Problem description:
Retype all of the data that follows, line for line.

Data for processing below:

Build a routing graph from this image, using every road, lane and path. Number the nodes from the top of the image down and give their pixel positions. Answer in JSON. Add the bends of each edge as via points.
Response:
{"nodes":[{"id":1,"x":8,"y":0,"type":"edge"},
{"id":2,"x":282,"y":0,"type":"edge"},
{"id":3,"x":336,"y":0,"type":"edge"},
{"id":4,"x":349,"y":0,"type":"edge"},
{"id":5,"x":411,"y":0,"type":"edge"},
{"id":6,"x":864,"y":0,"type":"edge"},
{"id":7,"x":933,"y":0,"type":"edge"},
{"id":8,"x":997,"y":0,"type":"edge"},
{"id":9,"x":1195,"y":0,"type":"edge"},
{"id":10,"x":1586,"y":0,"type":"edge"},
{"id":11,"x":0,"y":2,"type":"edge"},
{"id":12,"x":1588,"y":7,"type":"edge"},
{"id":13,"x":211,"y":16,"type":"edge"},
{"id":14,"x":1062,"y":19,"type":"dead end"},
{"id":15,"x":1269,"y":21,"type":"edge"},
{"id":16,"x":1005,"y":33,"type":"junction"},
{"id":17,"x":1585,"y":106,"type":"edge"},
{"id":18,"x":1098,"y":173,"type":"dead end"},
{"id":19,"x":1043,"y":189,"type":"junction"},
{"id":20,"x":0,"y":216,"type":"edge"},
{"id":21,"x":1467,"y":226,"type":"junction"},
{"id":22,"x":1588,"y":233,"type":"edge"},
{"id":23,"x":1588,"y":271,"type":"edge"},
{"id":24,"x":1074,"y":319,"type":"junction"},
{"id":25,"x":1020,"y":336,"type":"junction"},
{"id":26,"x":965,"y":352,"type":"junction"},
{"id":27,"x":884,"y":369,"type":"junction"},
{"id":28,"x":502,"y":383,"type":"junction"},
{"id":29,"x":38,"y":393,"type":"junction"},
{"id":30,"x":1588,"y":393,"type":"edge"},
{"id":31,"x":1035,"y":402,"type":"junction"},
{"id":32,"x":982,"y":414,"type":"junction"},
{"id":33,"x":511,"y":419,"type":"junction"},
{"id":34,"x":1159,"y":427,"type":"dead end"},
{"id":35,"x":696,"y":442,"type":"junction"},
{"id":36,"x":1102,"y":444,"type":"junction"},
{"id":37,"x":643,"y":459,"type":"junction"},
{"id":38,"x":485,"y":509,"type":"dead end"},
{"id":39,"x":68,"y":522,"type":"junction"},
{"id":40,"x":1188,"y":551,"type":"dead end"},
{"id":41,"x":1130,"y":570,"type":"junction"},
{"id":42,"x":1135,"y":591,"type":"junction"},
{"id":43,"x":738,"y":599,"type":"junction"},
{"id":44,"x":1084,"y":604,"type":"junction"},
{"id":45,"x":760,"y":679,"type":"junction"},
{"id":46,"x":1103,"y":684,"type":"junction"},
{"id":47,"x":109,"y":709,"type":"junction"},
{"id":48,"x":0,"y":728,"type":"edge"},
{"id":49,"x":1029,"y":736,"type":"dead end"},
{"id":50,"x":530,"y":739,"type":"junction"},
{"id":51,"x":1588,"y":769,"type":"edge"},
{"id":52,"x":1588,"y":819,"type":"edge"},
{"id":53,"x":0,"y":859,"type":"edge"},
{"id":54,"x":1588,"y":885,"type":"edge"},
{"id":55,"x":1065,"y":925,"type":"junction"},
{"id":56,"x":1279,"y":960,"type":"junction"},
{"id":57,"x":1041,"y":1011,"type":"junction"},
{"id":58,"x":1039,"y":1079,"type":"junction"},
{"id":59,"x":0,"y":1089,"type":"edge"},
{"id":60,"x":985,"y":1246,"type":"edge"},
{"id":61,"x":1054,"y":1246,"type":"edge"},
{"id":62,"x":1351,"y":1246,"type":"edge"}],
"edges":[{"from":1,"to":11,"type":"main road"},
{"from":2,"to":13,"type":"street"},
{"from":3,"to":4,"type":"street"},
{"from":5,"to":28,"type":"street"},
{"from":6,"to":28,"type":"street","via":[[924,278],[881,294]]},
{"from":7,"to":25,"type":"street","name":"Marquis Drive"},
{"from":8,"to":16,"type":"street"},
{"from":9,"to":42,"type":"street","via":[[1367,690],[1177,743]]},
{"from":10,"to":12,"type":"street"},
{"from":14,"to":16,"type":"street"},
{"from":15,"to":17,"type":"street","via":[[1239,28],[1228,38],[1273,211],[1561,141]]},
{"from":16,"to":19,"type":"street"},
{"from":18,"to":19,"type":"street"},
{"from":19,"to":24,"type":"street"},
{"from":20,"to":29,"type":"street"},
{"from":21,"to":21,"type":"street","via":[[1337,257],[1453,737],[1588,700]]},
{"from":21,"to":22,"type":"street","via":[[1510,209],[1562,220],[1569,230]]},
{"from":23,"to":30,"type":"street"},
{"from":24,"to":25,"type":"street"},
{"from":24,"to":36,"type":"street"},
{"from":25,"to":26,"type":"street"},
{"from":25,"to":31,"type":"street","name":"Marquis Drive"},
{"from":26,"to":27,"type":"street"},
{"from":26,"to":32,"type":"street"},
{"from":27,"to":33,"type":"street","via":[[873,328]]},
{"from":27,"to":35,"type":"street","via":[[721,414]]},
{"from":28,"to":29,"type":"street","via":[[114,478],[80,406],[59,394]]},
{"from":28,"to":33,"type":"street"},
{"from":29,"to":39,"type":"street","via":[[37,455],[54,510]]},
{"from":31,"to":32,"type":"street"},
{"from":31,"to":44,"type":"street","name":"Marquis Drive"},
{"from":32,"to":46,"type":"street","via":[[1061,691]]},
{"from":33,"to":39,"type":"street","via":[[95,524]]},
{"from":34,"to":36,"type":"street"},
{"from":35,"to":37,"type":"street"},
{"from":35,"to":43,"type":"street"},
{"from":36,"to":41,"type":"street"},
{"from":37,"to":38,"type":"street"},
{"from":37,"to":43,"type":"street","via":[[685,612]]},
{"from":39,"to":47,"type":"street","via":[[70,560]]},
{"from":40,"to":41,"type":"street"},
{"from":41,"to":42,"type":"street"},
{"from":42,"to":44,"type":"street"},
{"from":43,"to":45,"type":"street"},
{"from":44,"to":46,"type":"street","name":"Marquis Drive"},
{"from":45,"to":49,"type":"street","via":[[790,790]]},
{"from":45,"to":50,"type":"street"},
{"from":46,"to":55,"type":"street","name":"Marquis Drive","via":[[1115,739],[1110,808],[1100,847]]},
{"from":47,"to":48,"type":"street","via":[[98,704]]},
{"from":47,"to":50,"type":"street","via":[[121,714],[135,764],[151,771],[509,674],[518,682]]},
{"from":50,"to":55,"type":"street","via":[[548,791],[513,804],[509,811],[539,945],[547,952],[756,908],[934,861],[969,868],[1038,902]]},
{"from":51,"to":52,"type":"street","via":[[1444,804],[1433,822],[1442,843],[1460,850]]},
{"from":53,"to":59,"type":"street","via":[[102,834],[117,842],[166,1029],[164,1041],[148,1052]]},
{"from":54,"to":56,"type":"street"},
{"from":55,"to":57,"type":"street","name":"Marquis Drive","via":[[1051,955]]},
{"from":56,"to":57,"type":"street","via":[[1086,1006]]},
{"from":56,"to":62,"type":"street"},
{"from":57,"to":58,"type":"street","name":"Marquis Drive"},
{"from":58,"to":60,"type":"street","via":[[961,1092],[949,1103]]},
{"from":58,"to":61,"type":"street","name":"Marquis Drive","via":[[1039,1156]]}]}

End of Data for processing.

Result of the exercise:
Build a routing graph from this image, using every road, lane and path. Number the nodes from the top of the image down and give their pixel positions. Answer in JSON. Add the bends of each edge as via points.
Response:
{"nodes":[{"id":1,"x":8,"y":0,"type":"edge"},
{"id":2,"x":282,"y":0,"type":"edge"},
{"id":3,"x":336,"y":0,"type":"edge"},
{"id":4,"x":349,"y":0,"type":"edge"},
{"id":5,"x":411,"y":0,"type":"edge"},
{"id":6,"x":864,"y":0,"type":"edge"},
{"id":7,"x":933,"y":0,"type":"edge"},
{"id":8,"x":997,"y":0,"type":"edge"},
{"id":9,"x":1195,"y":0,"type":"edge"},
{"id":10,"x":1586,"y":0,"type":"edge"},
{"id":11,"x":0,"y":2,"type":"edge"},
{"id":12,"x":1588,"y":7,"type":"edge"},
{"id":13,"x":211,"y":16,"type":"edge"},
{"id":14,"x":1062,"y":19,"type":"dead end"},
{"id":15,"x":1269,"y":21,"type":"edge"},
{"id":16,"x":1005,"y":33,"type":"junction"},
{"id":17,"x":1585,"y":106,"type":"edge"},
{"id":18,"x":1098,"y":173,"type":"dead end"},
{"id":19,"x":1043,"y":189,"type":"junction"},
{"id":20,"x":0,"y":216,"type":"edge"},
{"id":21,"x":1467,"y":226,"type":"junction"},
{"id":22,"x":1588,"y":233,"type":"edge"},
{"id":23,"x":1588,"y":271,"type":"edge"},
{"id":24,"x":1074,"y":319,"type":"junction"},
{"id":25,"x":1020,"y":336,"type":"junction"},
{"id":26,"x":965,"y":352,"type":"junction"},
{"id":27,"x":884,"y":369,"type":"junction"},
{"id":28,"x":502,"y":383,"type":"junction"},
{"id":29,"x":38,"y":393,"type":"junction"},
{"id":30,"x":1588,"y":393,"type":"edge"},
{"id":31,"x":1035,"y":402,"type":"junction"},
{"id":32,"x":982,"y":414,"type":"junction"},
{"id":33,"x":511,"y":419,"type":"junction"},
{"id":34,"x":1159,"y":427,"type":"dead end"},
{"id":35,"x":696,"y":442,"type":"junction"},
{"id":36,"x":1102,"y":444,"type":"junction"},
{"id":37,"x":643,"y":459,"type":"junction"},
{"id":38,"x":485,"y":509,"type":"dead end"},
{"id":39,"x":68,"y":522,"type":"junction"},
{"id":40,"x":1188,"y":551,"type":"dead end"},
{"id":41,"x":1130,"y":570,"type":"junction"},
{"id":42,"x":1135,"y":591,"type":"junction"},
{"id":43,"x":738,"y":599,"type":"junction"},
{"id":44,"x":1084,"y":604,"type":"junction"},
{"id":45,"x":760,"y":679,"type":"junction"},
{"id":46,"x":1103,"y":684,"type":"junction"},
{"id":47,"x":109,"y":709,"type":"junction"},
{"id":48,"x":0,"y":728,"type":"edge"},
{"id":49,"x":1029,"y":736,"type":"dead end"},
{"id":50,"x":530,"y":739,"type":"junction"},
{"id":51,"x":1588,"y":769,"type":"edge"},
{"id":52,"x":1588,"y":819,"type":"edge"},
{"id":53,"x":0,"y":859,"type":"edge"},
{"id":54,"x":1588,"y":885,"type":"edge"},
{"id":55,"x":1065,"y":925,"type":"junction"},
{"id":56,"x":1279,"y":960,"type":"junction"},
{"id":57,"x":1041,"y":1011,"type":"junction"},
{"id":58,"x":1039,"y":1079,"type":"junction"},
{"id":59,"x":0,"y":1089,"type":"edge"},
{"id":60,"x":985,"y":1246,"type":"edge"},
{"id":61,"x":1054,"y":1246,"type":"edge"},
{"id":62,"x":1351,"y":1246,"type":"edge"}],
"edges":[{"from":1,"to":11,"type":"main road"},
{"from":2,"to":13,"type":"street"},
{"from":3,"to":4,"type":"street"},
{"from":5,"to":28,"type":"street"},
{"from":6,"to":28,"type":"street","via":[[924,278],[881,294]]},
{"from":7,"to":25,"type":"street","name":"Marquis Drive"},
{"from":8,"to":16,"type":"street"},
{"from":9,"to":42,"type":"street","via":[[1367,690],[1177,743]]},
{"from":10,"to":12,"type":"street"},
{"from":14,"to":16,"type":"street"},
{"from":15,"to":17,"type":"street","via":[[1239,28],[1228,38],[1273,211],[1561,141]]},
{"from":16,"to":19,"type":"street"},
{"from":18,"to":19,"type":"street"},
{"from":19,"to":24,"type":"street"},
{"from":20,"to":29,"type":"street"},
{"from":21,"to":21,"type":"street","via":[[1337,257],[1453,737],[1588,700]]},
{"from":21,"to":22,"type":"street","via":[[1510,209],[1562,220],[1569,230]]},
{"from":23,"to":30,"type":"street"},
{"from":24,"to":25,"type":"street"},
{"from":24,"to":36,"type":"street"},
{"from":25,"to":26,"type":"street"},
{"from":25,"to":31,"type":"street","name":"Marquis Drive"},
{"from":26,"to":27,"type":"street"},
{"from":26,"to":32,"type":"street"},
{"from":27,"to":33,"type":"street","via":[[873,328]]},
{"from":27,"to":35,"type":"street","via":[[721,414]]},
{"from":28,"to":29,"type":"street","via":[[114,478],[80,406],[59,394]]},
{"from":28,"to":33,"type":"street"},
{"from":29,"to":39,"type":"street","via":[[37,455],[54,510]]},
{"from":31,"to":32,"type":"street"},
{"from":31,"to":44,"type":"street","name":"Marquis Drive"},
{"from":32,"to":46,"type":"street","via":[[1061,691]]},
{"from":33,"to":39,"type":"street","via":[[95,524]]},
{"from":34,"to":36,"type":"street"},
{"from":35,"to":37,"type":"street"},
{"from":35,"to":43,"type":"street"},
{"from":36,"to":41,"type":"street"},
{"from":37,"to":38,"type":"street"},
{"from":37,"to":43,"type":"street","via":[[685,612]]},
{"from":39,"to":47,"type":"street","via":[[70,560]]},
{"from":40,"to":41,"type":"street"},
{"from":41,"to":42,"type":"street"},
{"from":42,"to":44,"type":"street"},
{"from":43,"to":45,"type":"street"},
{"from":44,"to":46,"type":"street","name":"Marquis Drive"},
{"from":45,"to":49,"type":"street","via":[[790,790]]},
{"from":45,"to":50,"type":"street"},
{"from":46,"to":55,"type":"street","name":"Marquis Drive","via":[[1115,739],[1110,808],[1100,847]]},
{"from":47,"to":48,"type":"street","via":[[98,704]]},
{"from":47,"to":50,"type":"street","via":[[121,714],[135,764],[151,771],[509,674],[518,682]]},
{"from":50,"to":55,"type":"street","via":[[548,791],[513,804],[509,811],[539,945],[547,952],[756,908],[934,861],[969,868],[1038,902]]},
{"from":51,"to":52,"type":"street","via":[[1444,804],[1433,822],[1442,843],[1460,850]]},
{"from":53,"to":59,"type":"street","via":[[102,834],[117,842],[166,1029],[164,1041],[148,1052]]},
{"from":54,"to":56,"type":"street"},
{"from":55,"to":57,"type":"street","name":"Marquis Drive","via":[[1051,955]]},
{"from":56,"to":57,"type":"street","via":[[1086,1006]]},
{"from":56,"to":62,"type":"street"},
{"from":57,"to":58,"type":"street","name":"Marquis Drive"},
{"from":58,"to":60,"type":"street","via":[[961,1092],[949,1103]]},
{"from":58,"to":61,"type":"street","name":"Marquis Drive","via":[[1039,1156]]}]}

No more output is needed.